■ WORK REQUEST:
Restate all the data exactly, so that each line is the same as before.

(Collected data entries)
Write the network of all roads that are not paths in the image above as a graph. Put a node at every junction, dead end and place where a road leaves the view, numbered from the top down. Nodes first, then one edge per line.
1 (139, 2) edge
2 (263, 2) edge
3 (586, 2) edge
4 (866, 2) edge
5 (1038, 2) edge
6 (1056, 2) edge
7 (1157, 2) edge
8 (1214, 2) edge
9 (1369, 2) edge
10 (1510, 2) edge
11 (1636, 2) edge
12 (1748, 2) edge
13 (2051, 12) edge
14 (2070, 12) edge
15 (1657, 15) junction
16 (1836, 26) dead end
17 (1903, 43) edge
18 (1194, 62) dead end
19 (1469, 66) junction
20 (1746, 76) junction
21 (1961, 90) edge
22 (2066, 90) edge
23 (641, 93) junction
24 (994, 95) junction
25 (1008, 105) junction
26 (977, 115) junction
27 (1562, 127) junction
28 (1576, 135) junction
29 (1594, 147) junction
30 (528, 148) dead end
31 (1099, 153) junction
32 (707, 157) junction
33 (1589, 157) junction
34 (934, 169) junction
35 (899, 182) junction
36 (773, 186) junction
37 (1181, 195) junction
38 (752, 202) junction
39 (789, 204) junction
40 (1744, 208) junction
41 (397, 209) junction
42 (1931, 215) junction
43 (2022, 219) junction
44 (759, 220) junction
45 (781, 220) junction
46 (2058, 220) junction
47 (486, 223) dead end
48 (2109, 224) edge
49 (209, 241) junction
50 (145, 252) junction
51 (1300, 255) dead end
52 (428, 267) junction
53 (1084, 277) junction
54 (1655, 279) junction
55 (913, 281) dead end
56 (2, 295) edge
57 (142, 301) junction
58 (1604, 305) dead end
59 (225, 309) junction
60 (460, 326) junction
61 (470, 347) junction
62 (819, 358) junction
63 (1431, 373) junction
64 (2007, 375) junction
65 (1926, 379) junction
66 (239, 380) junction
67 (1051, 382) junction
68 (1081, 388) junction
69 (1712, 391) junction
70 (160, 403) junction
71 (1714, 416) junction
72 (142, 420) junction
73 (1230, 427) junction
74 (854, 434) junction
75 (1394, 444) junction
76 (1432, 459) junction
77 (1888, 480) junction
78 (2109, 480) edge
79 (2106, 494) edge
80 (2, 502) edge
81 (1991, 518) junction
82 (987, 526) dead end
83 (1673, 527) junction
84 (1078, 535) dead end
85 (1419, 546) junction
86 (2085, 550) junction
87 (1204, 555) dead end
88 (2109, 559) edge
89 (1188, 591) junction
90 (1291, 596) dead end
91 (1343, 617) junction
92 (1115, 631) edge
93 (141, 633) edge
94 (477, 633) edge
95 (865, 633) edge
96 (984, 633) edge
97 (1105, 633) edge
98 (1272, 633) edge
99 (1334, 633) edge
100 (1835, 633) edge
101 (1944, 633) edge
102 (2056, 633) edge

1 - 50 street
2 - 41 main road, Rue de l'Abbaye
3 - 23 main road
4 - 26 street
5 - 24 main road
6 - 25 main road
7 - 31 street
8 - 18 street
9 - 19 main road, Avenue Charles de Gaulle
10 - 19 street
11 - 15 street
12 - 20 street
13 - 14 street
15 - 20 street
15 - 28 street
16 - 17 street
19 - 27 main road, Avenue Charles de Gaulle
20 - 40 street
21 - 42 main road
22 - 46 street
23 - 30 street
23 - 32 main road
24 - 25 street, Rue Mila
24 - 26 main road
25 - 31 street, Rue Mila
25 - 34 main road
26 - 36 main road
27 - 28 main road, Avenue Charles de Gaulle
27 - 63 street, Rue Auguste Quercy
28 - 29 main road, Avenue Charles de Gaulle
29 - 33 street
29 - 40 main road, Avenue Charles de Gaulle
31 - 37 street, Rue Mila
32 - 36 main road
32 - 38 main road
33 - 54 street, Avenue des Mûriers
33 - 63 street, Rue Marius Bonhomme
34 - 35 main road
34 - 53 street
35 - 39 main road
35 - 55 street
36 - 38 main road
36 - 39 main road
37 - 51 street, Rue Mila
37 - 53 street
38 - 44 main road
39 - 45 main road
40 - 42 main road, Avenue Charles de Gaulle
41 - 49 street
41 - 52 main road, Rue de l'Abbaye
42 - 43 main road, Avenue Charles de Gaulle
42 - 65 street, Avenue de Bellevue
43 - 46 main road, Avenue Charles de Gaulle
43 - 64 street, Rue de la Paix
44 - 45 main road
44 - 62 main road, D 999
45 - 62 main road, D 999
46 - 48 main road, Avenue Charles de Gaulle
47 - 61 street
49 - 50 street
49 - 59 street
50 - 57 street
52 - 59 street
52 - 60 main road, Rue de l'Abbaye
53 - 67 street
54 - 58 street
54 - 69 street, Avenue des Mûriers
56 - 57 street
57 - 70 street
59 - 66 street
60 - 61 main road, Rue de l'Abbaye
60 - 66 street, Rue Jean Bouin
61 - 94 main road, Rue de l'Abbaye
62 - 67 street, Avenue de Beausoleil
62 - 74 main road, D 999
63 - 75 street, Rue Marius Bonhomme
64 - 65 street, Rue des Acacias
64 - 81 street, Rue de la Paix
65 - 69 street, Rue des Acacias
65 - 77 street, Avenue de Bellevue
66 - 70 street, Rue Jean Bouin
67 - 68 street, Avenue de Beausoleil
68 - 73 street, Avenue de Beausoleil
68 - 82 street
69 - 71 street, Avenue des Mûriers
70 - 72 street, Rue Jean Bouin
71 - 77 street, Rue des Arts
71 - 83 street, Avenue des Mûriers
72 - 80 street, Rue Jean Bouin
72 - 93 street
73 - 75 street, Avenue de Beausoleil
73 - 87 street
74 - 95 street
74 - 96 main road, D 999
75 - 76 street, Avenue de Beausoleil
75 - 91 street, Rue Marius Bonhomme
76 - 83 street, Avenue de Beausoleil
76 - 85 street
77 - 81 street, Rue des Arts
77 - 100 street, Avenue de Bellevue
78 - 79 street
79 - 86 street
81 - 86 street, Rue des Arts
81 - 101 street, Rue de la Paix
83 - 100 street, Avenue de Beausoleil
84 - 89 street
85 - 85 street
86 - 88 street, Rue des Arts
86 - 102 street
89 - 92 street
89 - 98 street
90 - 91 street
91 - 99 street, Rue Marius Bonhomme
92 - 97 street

■ PROBLEM SOLUTION:
Write the network of all roads that are not paths in the image above as a graph. Put a node at every junction, dead end and place where a road leaves the view, numbered from the top down. Nodes first, then one edge per line.
1 (139, 2) edge
2 (263, 2) edge
3 (586, 2) edge
4 (866, 2) edge
5 (1038, 2) edge
6 (1056, 2) edge
7 (1157, 2) edge
8 (1214, 2) edge
9 (1369, 2) edge
10 (1510, 2) edge
11 (1636, 2) edge
12 (1748, 2) edge
13 (2051, 12) edge
14 (2070, 12) edge
15 (1657, 15) junction
16 (1836, 26) dead end
17 (1903, 43) edge
18 (1194, 62) dead end
19 (1469, 66) junction
20 (1746, 76) junction
21 (1961, 90) edge
22 (2066, 90) edge
23 (641, 93) junction
24 (994, 95) junction
25 (1008, 105) junction
26 (977, 115) junction
27 (1562, 127) junction
28 (1576, 135) junction
29 (1594, 147) junction
30 (528, 148) dead end
31 (1099, 153) junction
32 (707, 157) junction
33 (1589, 157) junction
34 (934, 169) junction
35 (899, 182) junction
36 (773, 186) junction
37 (1181, 195) junction
38 (752, 202) junction
39 (789, 204) junction
40 (1744, 208) junction
41 (397, 209) junction
42 (1931, 215) junction
43 (2022, 219) junction
44 (759, 220) junction
45 (781, 220) junction
46 (2058, 220) junction
47 (486, 223) dead end
48 (2109, 224) edge
49 (209, 241) junction
50 (145, 252) junction
51 (1300, 255) dead end
52 (428, 267) junction
53 (1084, 277) junction
54 (1655, 279) junction
55 (913, 281) dead end
56 (2, 295) edge
57 (142, 301) junction
58 (1604, 305) dead end
59 (225, 309) junction
60 (460, 326) junction
61 (470, 347) junction
62 (819, 358) junction
63 (1431, 373) junction
64 (2007, 375) junction
65 (1926, 379) junction
66 (239, 380) junction
67 (1051, 382) junction
68 (1081, 388) junction
69 (1712, 391) junction
70 (160, 403) junction
71 (1714, 416) junction
72 (142, 420) junction
73 (1230, 427) junction
74 (854, 434) junction
75 (1394, 444) junction
76 (1432, 459) junction
77 (1888, 480) junction
78 (2109, 480) edge
79 (2106, 494) edge
80 (2, 502) edge
81 (1991, 518) junction
82 (987, 526) dead end
83 (1673, 527) junction
84 (1078, 535) dead end
85 (1419, 546) junction
86 (2085, 550) junction
87 (1204, 555) dead end
88 (2109, 559) edge
89 (1188, 591) junction
90 (1291, 596) dead end
91 (1343, 617) junction
92 (1115, 631) edge
93 (141, 633) edge
94 (477, 633) edge
95 (865, 633) edge
96 (984, 633) edge
97 (1105, 633) edge
98 (1272, 633) edge
99 (1334, 633) edge
100 (1835, 633) edge
101 (1944, 633) edge
102 (2056, 633) edge

1 - 50 street
2 - 41 main road, Rue de l'Abbaye
3 - 23 main road
4 - 26 street
5 - 24 main road
6 - 25 main road
7 - 31 street
8 - 18 street
9 - 19 main road, Avenue Charles de Gaulle
10 - 19 street
11 - 15 street
12 - 20 street
13 - 14 street
15 - 20 street
15 - 28 street
16 - 17 street
19 - 27 main road, Avenue Charles de Gaulle
20 - 40 street
21 - 42 main road
22 - 46 street
23 - 30 street
23 - 32 main road
24 - 25 street, Rue Mila
24 - 26 main road
25 - 31 street, Rue Mila
25 - 34 main road
26 - 36 main road
27 - 28 main road, Avenue Charles de Gaulle
27 - 63 street, Rue Auguste Quercy
28 - 29 main road, Avenue Charles de Gaulle
29 - 33 street
29 - 40 main road, Avenue Charles de Gaulle
31 - 37 street, Rue Mila
32 - 36 main road
32 - 38 main road
33 - 54 street, Avenue des Mûriers
33 - 63 street, Rue Marius Bonhomme
34 - 35 main road
34 - 53 street
35 - 39 main road
35 - 55 street
36 - 38 main road
36 - 39 main road
37 - 51 street, Rue Mila
37 - 53 street
38 - 44 main road
39 - 45 main road
40 - 42 main road, Avenue Charles de Gaulle
41 - 49 street
41 - 52 main road, Rue de l'Abbaye
42 - 43 main road, Avenue Charles de Gaulle
42 - 65 street, Avenue de Bellevue
43 - 46 main road, Avenue Charles de Gaulle
43 - 64 street, Rue de la Paix
44 - 45 main road
44 - 62 main road, D 999
45 - 62 main road, D 999
46 - 48 main road, Avenue Charles de Gaulle
47 - 61 street
49 - 50 street
49 - 59 street
50 - 57 street
52 - 59 street
52 - 60 main road, Rue de l'Abbaye
53 - 67 street
54 - 58 street
54 - 69 street, Avenue des Mûriers
56 - 57 street
57 - 70 street
59 - 66 street
60 - 61 main road, Rue de l'Abbaye
60 - 66 street, Rue Jean Bouin
61 - 94 main road, Rue de l'Abbaye
62 - 67 street, Avenue de Beausoleil
62 - 74 main road, D 999
63 - 75 street, Rue Marius Bonhomme
64 - 65 street, Rue des Acacias
64 - 81 street, Rue de la Paix
65 - 69 street, Rue des Acacias
65 - 77 street, Avenue de Bellevue
66 - 70 street, Rue Jean Bouin
67 - 68 street, Avenue de Beausoleil
68 - 73 street, Avenue de Beausoleil
68 - 82 street
69 - 71 street, Avenue des Mûriers
70 - 72 street, Rue Jean Bouin
71 - 77 street, Rue des Arts
71 - 83 street, Avenue des Mûriers
72 - 80 street, Rue Jean Bouin
72 - 93 street
73 - 75 street, Avenue de Beausoleil
73 - 87 street
74 - 95 street
74 - 96 main road, D 999
75 - 76 street, Avenue de Beausoleil
75 - 91 street, Rue Marius Bonhomme
76 - 83 street, Avenue de Beausoleil
76 - 85 street
77 - 81 street, Rue des Arts
77 - 100 street, Avenue de Bellevue
78 - 79 street
79 - 86 street
81 - 86 street, Rue des Arts
81 - 101 street, Rue de la Paix
83 - 100 street, Avenue de Beausoleil
84 - 89 street
85 - 85 street
86 - 88 street, Rue des Arts
86 - 102 street
89 - 92 street
89 - 98 street
90 - 91 street
91 - 99 street, Rue Marius Bonhomme
92 - 97 street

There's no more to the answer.